(Stored data)
________

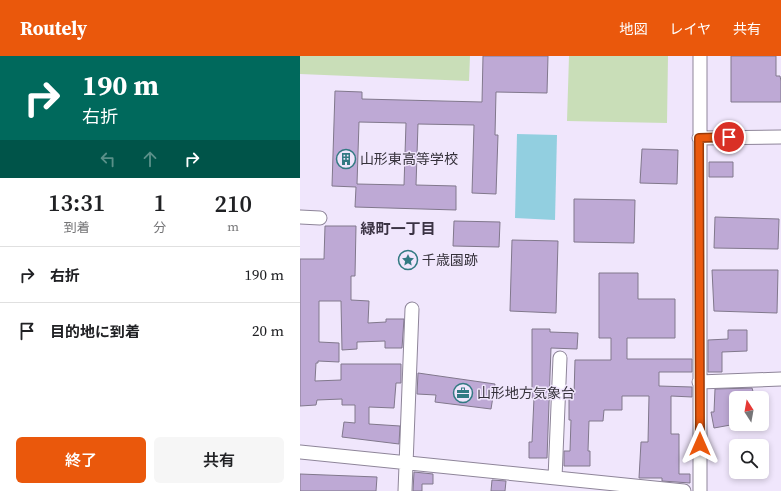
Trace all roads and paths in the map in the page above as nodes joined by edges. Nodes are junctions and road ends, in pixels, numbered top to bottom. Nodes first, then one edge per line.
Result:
1 (700, 56) edge
2 (778, 135) edge
3 (699, 138) junction
4 (300, 217) edge
5 (320, 218) dead end
6 (412, 309) dead end
7 (560, 358) dead end
8 (781, 379) edge
9 (699, 382) junction
10 (300, 452) edge
11 (406, 463) junction
12 (555, 478) junction
13 (405, 491) edge
14 (684, 491) edge
15 (700, 491) edge

1 - 3 street
2 - 3 street
3 - 9 street
4 - 5 street
6 - 11 street
7 - 12 street
8 - 9 street
9 - 15 street
10 - 11 street
11 - 12 street
11 - 13 street
12 - 14 street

________

== Task brief ==
Restate the records above in full and word for word, but do not carry over any pictures.

== Answer box ==
Trace all roads and paths in the map in the page above as nodes joined by edges. Nodes are junctions and road ends, in pixels, numbered top to bottom. Nodes first, then one edge per line.
Result:
1 (700, 56) edge
2 (778, 135) edge
3 (699, 138) junction
4 (300, 217) edge
5 (320, 218) dead end
6 (412, 309) dead end
7 (560, 358) dead end
8 (781, 379) edge
9 (699, 382) junction
10 (300, 452) edge
11 (406, 463) junction
12 (555, 478) junction
13 (405, 491) edge
14 (684, 491) edge
15 (700, 491) edge

1 - 3 street
2 - 3 street
3 - 9 street
4 - 5 street
6 - 11 street
7 - 12 street
8 - 9 street
9 - 15 street
10 - 11 street
11 - 12 street
11 - 13 street
12 - 14 street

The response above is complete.